This task calls for the complete listing below, reproduced exactly.

- EXTRACTED RECORDS
***

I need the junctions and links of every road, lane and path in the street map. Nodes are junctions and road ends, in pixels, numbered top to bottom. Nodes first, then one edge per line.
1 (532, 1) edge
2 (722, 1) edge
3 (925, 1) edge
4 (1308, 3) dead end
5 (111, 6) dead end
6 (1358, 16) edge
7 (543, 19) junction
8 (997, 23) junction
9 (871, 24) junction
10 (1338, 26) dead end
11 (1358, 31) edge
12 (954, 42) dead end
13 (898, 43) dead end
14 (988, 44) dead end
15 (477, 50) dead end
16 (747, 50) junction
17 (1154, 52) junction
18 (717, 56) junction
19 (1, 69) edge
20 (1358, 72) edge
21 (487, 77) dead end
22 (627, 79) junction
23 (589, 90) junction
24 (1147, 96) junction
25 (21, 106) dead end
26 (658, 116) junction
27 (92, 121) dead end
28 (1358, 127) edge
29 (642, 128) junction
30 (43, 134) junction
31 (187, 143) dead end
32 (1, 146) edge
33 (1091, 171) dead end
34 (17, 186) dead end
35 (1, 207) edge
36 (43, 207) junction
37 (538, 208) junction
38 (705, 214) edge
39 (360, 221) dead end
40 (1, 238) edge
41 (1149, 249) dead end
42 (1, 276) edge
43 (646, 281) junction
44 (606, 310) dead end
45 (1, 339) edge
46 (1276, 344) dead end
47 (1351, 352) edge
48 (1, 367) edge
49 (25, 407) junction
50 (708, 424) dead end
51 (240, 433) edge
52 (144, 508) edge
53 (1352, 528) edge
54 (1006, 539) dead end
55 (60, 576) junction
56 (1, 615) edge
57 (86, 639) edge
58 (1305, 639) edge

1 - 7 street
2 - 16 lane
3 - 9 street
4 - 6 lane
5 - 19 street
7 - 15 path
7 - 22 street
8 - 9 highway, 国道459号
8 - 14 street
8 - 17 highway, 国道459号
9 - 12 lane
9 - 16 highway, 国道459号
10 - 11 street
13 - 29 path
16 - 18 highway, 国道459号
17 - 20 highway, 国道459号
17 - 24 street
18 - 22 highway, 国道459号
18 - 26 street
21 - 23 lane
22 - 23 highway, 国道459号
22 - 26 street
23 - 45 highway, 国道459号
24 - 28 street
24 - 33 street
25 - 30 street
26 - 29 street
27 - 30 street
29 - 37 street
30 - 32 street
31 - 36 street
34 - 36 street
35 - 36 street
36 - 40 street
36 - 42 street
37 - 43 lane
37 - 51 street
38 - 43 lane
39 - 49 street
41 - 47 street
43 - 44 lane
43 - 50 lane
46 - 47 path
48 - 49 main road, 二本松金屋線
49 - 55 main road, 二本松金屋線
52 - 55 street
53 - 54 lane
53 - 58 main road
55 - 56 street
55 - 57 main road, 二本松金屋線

***

- TASK RESPONSE
I need the junctions and links of every road, lane and path in the street map. Nodes are junctions and road ends, in pixels, numbered top to bottom. Nodes first, then one edge per line.
1 (532, 1) edge
2 (722, 1) edge
3 (925, 1) edge
4 (1308, 3) dead end
5 (111, 6) dead end
6 (1358, 16) edge
7 (543, 19) junction
8 (997, 23) junction
9 (871, 24) junction
10 (1338, 26) dead end
11 (1358, 31) edge
12 (954, 42) dead end
13 (898, 43) dead end
14 (988, 44) dead end
15 (477, 50) dead end
16 (747, 50) junction
17 (1154, 52) junction
18 (717, 56) junction
19 (1, 69) edge
20 (1358, 72) edge
21 (487, 77) dead end
22 (627, 79) junction
23 (589, 90) junction
24 (1147, 96) junction
25 (21, 106) dead end
26 (658, 116) junction
27 (92, 121) dead end
28 (1358, 127) edge
29 (642, 128) junction
30 (43, 134) junction
31 (187, 143) dead end
32 (1, 146) edge
33 (1091, 171) dead end
34 (17, 186) dead end
35 (1, 207) edge
36 (43, 207) junction
37 (538, 208) junction
38 (705, 214) edge
39 (360, 221) dead end
40 (1, 238) edge
41 (1149, 249) dead end
42 (1, 276) edge
43 (646, 281) junction
44 (606, 310) dead end
45 (1, 339) edge
46 (1276, 344) dead end
47 (1351, 352) edge
48 (1, 367) edge
49 (25, 407) junction
50 (708, 424) dead end
51 (240, 433) edge
52 (144, 508) edge
53 (1352, 528) edge
54 (1006, 539) dead end
55 (60, 576) junction
56 (1, 615) edge
57 (86, 639) edge
58 (1305, 639) edge

1 - 7 street
2 - 16 lane
3 - 9 street
4 - 6 lane
5 - 19 street
7 - 15 path
7 - 22 street
8 - 9 highway, 国道459号
8 - 14 street
8 - 17 highway, 国道459号
9 - 12 lane
9 - 16 highway, 国道459号
10 - 11 street
13 - 29 path
16 - 18 highway, 国道459号
17 - 20 highway, 国道459号
17 - 24 street
18 - 22 highway, 国道459号
18 - 26 street
21 - 23 lane
22 - 23 highway, 国道459号
22 - 26 street
23 - 45 highway, 国道459号
24 - 28 street
24 - 33 street
25 - 30 street
26 - 29 street
27 - 30 street
29 - 37 street
30 - 32 street
31 - 36 street
34 - 36 street
35 - 36 street
36 - 40 street
36 - 42 street
37 - 43 lane
37 - 51 street
38 - 43 lane
39 - 49 street
41 - 47 street
43 - 44 lane
43 - 50 lane
46 - 47 path
48 - 49 main road, 二本松金屋線
49 - 55 main road, 二本松金屋線
52 - 55 street
53 - 54 lane
53 - 58 main road
55 - 56 street
55 - 57 main road, 二本松金屋線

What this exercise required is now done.